▶ _Extracted records_:
------------------------------------------------------------

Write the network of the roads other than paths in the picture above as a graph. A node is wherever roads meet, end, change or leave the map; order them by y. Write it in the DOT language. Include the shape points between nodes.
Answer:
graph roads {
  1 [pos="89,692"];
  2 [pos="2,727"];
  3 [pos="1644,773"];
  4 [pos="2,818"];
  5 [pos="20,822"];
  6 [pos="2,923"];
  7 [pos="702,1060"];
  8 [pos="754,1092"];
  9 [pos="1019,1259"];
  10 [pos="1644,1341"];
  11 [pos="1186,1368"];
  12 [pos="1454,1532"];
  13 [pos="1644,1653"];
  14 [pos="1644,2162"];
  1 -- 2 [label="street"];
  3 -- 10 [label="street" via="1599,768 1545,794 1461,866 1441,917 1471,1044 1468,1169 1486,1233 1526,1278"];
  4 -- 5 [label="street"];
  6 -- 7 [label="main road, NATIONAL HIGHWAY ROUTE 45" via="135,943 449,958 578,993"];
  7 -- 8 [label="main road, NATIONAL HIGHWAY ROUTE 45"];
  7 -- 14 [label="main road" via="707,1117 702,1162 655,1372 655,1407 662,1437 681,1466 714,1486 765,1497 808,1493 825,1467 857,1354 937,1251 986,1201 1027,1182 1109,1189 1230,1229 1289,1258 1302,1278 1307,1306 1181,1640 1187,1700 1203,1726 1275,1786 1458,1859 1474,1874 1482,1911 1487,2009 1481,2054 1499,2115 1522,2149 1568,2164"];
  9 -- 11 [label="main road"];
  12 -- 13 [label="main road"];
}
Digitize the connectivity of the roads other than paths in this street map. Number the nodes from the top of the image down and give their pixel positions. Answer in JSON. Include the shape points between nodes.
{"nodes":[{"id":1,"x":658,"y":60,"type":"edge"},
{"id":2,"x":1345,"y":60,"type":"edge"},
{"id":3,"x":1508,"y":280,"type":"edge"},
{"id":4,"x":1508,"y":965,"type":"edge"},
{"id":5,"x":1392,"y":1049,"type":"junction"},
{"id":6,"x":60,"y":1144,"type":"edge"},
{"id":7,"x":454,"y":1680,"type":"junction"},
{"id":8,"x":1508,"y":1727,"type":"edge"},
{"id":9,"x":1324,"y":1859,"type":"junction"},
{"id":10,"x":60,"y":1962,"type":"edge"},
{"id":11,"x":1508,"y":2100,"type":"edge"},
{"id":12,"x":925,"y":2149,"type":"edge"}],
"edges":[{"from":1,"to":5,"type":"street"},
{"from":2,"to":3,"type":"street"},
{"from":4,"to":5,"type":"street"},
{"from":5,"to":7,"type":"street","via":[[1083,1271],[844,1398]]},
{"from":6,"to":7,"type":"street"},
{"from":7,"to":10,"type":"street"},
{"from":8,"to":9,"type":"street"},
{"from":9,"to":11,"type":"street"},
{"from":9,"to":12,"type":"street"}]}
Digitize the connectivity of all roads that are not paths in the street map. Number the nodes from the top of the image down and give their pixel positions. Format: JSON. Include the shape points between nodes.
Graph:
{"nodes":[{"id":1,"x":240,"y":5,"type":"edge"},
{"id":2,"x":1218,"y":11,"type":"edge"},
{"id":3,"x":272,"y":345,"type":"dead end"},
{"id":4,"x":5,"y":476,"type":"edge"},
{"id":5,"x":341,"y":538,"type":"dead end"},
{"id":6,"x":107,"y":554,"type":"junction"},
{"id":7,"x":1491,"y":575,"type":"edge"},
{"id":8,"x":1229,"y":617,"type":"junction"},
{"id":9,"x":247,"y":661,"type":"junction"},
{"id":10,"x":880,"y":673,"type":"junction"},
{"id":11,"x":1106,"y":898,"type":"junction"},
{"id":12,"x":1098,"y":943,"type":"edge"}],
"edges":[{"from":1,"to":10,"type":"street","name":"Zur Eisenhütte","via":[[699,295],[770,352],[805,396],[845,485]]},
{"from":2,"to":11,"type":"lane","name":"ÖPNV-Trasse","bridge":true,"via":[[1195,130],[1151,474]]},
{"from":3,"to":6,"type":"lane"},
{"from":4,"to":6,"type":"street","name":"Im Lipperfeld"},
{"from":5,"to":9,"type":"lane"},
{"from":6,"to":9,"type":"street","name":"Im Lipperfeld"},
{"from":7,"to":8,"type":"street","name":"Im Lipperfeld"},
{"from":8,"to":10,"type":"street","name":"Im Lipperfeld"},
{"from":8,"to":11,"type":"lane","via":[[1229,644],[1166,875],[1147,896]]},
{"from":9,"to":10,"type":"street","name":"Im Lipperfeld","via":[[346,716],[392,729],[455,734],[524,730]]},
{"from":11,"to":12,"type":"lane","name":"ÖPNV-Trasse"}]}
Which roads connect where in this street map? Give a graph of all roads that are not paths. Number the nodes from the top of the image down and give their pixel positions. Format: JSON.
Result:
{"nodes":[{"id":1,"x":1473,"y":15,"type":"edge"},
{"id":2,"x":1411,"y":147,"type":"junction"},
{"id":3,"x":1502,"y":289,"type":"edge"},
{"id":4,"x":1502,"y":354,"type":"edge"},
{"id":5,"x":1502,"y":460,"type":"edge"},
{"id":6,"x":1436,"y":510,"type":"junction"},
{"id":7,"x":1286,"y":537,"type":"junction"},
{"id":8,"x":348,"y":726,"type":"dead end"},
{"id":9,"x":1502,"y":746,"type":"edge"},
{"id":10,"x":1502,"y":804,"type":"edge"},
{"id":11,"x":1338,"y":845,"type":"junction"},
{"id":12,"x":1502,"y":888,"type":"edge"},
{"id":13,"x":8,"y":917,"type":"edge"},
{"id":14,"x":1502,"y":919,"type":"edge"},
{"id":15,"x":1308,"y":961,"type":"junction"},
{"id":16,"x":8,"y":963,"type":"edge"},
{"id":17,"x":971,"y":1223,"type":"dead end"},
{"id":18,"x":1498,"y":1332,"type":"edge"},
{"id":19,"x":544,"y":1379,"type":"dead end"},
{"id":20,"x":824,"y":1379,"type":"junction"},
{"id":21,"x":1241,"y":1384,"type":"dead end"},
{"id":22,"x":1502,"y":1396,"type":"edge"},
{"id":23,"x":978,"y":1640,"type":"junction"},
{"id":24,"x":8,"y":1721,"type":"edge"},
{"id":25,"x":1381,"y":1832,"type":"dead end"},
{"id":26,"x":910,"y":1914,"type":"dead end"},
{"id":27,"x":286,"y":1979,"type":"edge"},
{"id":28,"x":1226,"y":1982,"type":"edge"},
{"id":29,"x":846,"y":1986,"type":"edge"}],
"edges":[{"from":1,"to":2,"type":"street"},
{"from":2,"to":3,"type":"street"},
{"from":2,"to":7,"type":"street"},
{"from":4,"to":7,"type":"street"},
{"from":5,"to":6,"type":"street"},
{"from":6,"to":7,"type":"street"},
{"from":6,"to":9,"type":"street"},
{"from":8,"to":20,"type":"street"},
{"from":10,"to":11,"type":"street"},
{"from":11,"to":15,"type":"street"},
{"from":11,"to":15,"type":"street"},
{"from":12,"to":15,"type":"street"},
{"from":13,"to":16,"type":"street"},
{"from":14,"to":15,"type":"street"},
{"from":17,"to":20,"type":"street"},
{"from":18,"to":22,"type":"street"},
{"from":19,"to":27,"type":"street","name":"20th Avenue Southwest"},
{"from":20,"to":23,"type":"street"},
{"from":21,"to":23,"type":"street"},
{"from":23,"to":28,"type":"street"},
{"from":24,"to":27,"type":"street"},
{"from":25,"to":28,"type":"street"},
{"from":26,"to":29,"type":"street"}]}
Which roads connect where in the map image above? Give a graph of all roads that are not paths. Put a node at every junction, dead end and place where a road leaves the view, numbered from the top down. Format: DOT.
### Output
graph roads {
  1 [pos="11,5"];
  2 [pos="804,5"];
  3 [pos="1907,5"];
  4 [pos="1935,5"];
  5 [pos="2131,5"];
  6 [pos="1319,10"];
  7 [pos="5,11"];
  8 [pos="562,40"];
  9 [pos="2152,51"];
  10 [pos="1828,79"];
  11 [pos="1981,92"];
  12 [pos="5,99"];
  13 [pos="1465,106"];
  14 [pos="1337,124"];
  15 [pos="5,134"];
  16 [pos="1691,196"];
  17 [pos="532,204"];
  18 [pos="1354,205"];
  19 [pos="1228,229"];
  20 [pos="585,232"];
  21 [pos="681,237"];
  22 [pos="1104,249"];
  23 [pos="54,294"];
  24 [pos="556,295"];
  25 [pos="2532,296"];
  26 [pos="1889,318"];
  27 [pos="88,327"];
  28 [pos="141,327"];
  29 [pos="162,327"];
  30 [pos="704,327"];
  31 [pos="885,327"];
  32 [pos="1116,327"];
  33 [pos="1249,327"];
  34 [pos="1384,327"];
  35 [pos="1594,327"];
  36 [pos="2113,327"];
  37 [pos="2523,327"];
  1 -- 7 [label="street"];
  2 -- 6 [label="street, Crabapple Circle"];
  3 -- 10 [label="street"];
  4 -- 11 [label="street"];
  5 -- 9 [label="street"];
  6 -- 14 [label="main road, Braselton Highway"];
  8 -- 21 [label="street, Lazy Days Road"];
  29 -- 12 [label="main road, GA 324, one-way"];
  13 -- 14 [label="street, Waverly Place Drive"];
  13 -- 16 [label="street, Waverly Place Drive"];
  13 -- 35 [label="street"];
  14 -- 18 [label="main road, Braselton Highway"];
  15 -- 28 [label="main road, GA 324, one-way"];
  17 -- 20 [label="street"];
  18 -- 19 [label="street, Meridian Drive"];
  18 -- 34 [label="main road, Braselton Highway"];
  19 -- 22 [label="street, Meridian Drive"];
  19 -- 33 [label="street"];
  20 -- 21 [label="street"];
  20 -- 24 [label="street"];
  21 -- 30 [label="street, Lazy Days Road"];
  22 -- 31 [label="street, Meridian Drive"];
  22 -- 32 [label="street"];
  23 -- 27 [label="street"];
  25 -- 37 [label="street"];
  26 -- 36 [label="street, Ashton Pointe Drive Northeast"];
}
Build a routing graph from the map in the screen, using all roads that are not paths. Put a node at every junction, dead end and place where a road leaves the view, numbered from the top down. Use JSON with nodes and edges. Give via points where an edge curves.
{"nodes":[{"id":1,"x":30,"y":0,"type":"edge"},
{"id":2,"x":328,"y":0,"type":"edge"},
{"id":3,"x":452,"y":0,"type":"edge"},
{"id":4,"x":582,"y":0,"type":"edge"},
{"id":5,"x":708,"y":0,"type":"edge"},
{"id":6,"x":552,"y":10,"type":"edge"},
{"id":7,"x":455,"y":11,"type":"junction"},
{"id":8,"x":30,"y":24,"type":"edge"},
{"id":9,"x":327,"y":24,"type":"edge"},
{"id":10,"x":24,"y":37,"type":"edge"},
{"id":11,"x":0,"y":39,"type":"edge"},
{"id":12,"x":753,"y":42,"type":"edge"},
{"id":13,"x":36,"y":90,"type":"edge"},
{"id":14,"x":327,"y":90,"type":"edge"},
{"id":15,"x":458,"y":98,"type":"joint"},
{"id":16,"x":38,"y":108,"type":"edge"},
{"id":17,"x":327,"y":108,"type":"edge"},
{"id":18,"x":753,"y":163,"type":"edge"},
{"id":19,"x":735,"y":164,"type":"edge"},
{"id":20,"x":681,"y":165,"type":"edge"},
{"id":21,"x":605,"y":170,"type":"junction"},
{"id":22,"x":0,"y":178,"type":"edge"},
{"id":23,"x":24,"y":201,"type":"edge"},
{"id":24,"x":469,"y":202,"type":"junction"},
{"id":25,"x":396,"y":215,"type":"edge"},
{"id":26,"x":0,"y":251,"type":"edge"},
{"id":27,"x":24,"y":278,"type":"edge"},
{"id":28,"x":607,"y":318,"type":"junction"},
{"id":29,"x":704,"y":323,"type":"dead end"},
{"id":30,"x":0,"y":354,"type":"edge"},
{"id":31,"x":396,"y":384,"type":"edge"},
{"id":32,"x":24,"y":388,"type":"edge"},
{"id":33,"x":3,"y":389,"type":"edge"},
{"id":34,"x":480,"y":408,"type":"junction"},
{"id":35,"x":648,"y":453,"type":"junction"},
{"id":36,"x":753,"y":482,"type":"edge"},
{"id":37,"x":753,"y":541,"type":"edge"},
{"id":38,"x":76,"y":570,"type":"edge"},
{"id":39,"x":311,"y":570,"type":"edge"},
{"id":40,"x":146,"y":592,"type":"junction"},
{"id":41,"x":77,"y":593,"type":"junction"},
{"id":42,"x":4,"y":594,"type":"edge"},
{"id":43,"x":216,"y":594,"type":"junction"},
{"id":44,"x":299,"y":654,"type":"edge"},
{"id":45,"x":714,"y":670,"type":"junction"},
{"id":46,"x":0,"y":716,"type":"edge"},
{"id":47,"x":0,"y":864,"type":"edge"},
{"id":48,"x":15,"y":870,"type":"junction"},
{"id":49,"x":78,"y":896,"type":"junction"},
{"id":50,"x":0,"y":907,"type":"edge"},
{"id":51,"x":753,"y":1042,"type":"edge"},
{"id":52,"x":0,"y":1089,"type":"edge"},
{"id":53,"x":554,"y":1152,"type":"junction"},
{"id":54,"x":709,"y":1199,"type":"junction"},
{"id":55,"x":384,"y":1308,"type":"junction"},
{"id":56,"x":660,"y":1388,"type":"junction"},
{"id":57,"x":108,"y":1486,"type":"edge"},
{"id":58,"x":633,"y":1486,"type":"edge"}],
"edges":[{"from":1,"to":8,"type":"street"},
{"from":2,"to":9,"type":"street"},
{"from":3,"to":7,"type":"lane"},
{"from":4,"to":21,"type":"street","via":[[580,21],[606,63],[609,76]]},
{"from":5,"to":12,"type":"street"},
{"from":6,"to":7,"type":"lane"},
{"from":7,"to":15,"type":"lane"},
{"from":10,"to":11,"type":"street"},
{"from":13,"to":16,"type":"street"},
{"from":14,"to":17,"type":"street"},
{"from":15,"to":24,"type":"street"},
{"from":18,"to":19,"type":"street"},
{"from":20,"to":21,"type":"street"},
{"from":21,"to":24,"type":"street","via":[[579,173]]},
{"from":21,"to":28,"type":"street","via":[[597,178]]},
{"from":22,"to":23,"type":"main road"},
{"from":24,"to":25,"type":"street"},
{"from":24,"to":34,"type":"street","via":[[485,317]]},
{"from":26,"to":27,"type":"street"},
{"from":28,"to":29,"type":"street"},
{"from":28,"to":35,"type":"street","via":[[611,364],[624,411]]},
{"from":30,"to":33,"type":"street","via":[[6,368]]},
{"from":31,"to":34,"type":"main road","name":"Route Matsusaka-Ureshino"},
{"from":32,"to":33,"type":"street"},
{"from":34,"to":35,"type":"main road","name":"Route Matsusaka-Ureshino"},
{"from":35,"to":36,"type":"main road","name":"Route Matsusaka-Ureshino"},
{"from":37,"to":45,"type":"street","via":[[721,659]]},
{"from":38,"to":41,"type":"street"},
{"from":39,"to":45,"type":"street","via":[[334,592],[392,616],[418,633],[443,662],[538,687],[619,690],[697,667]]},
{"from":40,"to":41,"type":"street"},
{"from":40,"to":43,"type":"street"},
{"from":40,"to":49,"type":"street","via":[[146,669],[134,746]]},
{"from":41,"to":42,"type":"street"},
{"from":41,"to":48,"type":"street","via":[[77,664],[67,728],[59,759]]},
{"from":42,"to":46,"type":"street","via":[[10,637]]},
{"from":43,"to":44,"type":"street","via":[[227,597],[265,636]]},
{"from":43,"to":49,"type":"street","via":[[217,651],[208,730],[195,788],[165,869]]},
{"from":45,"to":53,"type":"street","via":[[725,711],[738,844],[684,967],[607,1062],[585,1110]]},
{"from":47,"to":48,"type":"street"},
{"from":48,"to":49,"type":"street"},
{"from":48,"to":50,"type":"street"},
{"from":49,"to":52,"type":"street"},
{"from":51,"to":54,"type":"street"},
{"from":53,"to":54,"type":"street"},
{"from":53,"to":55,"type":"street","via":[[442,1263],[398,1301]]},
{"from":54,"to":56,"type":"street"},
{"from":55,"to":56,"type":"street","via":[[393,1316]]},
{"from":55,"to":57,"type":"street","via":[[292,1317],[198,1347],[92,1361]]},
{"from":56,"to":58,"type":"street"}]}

------------------------------------------------------------

▶ _Exercise prompt_: List every line above that contains the word "other".

▶ _Response below_:
Write the network of the roads other than paths in the picture above as a graph. A node is wherever roads meet, end, change or leave the map; order them by y. Write it in the DOT language. Include the shape points between nodes.
Digitize the connectivity of the roads other than paths in this street map. Number the nodes from the top of the image down and give their pixel positions. Answer in JSON. Include the shape points between nodes.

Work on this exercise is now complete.